Читать книгу Science: A History in 100 Experiments - John Gribbin - Страница 14
Оглавление| No. 9 | RESISTING THE SQUEEZE |
Following the experiments of Torricelli, Pascal, and his brother-in-law, the study of the vacuum became one of the hottest topics in science. In order to investigate this phenomenon, scientists needed very efficient pumps that could suck air out of glass bottles and other vessels. These pumps were hi-tech by the standard of the day – the seventeenth-century equivalent of modern particle accelerators such as the Large Hadron Collider. The very best air pumps available in the 1660s were made by the British scientist Robert Hooke, who was working at the time as an assistant to Robert Boyle. Boyle was a pioneering scientist (he helped to found the Royal Society) inspired by the work of Galileo, and once said that in investigating the world ‘we assent to experience, even when its information seems contrary to reason’.

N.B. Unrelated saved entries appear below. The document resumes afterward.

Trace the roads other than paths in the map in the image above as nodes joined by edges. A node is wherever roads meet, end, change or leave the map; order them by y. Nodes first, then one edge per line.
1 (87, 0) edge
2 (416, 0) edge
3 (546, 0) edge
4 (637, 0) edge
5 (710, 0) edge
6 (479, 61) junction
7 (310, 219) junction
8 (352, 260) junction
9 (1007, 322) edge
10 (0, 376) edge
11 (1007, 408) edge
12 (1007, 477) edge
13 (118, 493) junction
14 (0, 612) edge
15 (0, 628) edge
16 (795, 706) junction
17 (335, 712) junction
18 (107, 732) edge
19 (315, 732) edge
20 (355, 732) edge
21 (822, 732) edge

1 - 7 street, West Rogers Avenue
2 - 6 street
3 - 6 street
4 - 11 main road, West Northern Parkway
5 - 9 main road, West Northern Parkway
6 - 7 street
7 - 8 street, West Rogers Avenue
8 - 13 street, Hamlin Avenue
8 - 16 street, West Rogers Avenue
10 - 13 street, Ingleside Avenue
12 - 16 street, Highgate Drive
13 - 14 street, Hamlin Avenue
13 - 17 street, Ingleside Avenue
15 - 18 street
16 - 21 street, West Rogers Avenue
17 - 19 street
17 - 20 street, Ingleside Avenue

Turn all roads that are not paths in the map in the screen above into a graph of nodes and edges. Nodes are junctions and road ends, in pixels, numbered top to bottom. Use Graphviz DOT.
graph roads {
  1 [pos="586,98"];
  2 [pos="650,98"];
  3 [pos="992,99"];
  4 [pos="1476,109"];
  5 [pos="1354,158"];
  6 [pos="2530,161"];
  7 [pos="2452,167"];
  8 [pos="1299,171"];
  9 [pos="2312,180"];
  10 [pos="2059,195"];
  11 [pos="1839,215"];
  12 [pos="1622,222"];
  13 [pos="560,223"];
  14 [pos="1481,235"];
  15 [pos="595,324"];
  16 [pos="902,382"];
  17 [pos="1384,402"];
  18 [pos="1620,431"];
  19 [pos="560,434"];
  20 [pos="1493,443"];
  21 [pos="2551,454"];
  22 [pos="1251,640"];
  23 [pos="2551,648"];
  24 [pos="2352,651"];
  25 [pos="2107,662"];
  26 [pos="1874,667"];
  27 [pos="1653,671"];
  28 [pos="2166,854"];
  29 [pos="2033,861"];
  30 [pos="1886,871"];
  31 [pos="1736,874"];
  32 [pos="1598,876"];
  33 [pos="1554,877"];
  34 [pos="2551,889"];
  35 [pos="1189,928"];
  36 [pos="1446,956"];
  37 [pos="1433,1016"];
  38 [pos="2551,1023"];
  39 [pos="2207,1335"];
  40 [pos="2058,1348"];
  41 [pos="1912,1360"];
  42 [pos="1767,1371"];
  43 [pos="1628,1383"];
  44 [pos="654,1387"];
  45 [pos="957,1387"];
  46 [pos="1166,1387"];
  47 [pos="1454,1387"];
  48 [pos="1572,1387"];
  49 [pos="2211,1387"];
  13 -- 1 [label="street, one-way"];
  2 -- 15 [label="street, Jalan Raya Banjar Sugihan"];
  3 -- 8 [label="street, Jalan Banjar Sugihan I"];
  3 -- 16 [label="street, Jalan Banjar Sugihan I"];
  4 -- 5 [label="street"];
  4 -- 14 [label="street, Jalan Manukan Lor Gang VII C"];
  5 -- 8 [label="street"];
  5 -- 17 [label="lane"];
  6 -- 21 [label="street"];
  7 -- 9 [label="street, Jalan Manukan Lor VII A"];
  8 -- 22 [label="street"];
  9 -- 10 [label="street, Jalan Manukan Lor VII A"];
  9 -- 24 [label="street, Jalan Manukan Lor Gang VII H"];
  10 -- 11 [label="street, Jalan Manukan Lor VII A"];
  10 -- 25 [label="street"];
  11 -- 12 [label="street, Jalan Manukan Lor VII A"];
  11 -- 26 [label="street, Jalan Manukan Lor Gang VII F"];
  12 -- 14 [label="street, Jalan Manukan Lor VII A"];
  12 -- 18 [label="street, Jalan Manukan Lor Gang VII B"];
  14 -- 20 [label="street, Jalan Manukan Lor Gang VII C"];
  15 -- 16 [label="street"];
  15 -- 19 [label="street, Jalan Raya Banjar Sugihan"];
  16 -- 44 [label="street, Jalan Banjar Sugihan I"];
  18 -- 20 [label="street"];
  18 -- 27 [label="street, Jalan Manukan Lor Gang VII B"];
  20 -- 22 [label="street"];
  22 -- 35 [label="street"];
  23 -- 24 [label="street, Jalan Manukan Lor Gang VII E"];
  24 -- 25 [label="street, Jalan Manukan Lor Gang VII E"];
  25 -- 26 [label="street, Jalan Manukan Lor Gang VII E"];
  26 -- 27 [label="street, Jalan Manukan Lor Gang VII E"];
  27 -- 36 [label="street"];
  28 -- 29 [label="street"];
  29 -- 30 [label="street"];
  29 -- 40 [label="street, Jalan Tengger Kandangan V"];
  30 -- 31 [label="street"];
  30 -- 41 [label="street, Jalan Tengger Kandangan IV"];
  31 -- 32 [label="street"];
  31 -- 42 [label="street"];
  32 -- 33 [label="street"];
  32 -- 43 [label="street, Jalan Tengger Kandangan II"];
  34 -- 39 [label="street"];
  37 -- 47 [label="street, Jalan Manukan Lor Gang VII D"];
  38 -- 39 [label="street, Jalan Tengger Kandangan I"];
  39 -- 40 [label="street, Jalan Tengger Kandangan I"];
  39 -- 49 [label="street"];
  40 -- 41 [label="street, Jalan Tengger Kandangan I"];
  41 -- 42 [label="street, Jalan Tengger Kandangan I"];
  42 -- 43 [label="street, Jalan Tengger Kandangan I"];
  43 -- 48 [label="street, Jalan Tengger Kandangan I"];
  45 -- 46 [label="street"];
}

© Royal Astronomical Society/Science Photo Library
Robert Boyle’s experiment to demonstrate the greatest height to which water could be raised by pumping. Boyle stood on a roof approximately 10 metres above a barrel of water and used a pump to suck water from the barrel up a pipe. From ‘A continuation of new experiments physico-mechanical, touching the spring and weight of the air, and their effects’, by Robert Boyle (1669).
Hooke’s design for a vacuum pump was based upon a cylinder with one end closed, containing a piston that stuck out from the open end of the cylinder. The end of the piston was cut with teeth which engaged with a gear wheel that could be wound with a handle to push the piston up, forcing air out through a one-way valve, then pull the piston down, leaving a vacuum in the tube (there is a replica of Hooke’s pump in the Science Museum in London). When a glass vessel was attached to the pump via another one-way valve, the piston could be pumped up and down repeatedly, sucking more and more air out of the glass vessel.
At about the time Hooke was developing his pump, in the late 1650s, another Englishman, Richard Towneley, was repeating the experiments carried out by Florin Périer, using a Torricelli barometer, on Pendle Hill in Lancashire. He surmised that the lower pressure of air at higher altitude is because the air is thinner (less dense) there, and mentioned this idea, which became known as Towneley’s Hypothesis, to Boyle. Boyle was intrigued, and gave Hooke the task of carrying out experiments to test the hypothesis.
The simplest of these experiments did not involve the air pump. Hooke took a glass tube shaped like the letter J, with the top open and the short end closed. He poured mercury into the tube to fill the U-bend at the bottom (just like the U-bend in a kitchen sink), sealing off the air trapped in the short arm of the J. When the mercury was at the same level on both sides of the U-bend, it meant that the trapped air was at atmospheric pressure. But when more mercury was poured in to the tube, because of its extra weight the pressure increased and forced the air in the closed end into a smaller space. Boyle was not a great one for calculations, but Hooke was, and he made careful measurements of the amount of mercury being added and the amount by which the trapped air was squeezed, which showed that the volume of the trapped air was inversely proportional to the pressure. In other words, if the pressure doubles, the volume is halved; if the pressure triples, the air is squeezed into a third of its original volume, and so on.
Other experiments carried out by Boyle and Hooke did use the air pump, and showed, for example, that water boils at a lower temperature when the air pressure is reduced (which explains why it is hard to make a good cup of tea on top of a mountain). This was a very tricky experiment, as it involved placing a mercury barometer inside a sealed glass vessel where the water was being heated, to monitor the pressure as air was pumped out.
The experimental results were first announced to the world in Boyle’s book, New Experiments Physico-Mechanical Touching the Spring of the Air, published in 1660. But at that time he did not explicitly spell out the inverse law relating volume and pressure. That appeared in the second edition of his book, published in 1662, and as a result it became known as Boyle’s Law, even though Hooke had done the experiments and made the calculations on which the law was based.
All of this was important to scientific thinking, because it supported the idea that the air is made of atoms and molecules, flying around and colliding with one another. It was also important in practical terms, because the realization that air has weight, and that it can be extracted using pistons to leave a vacuum, fed directly into the idea of the steam engine (see here).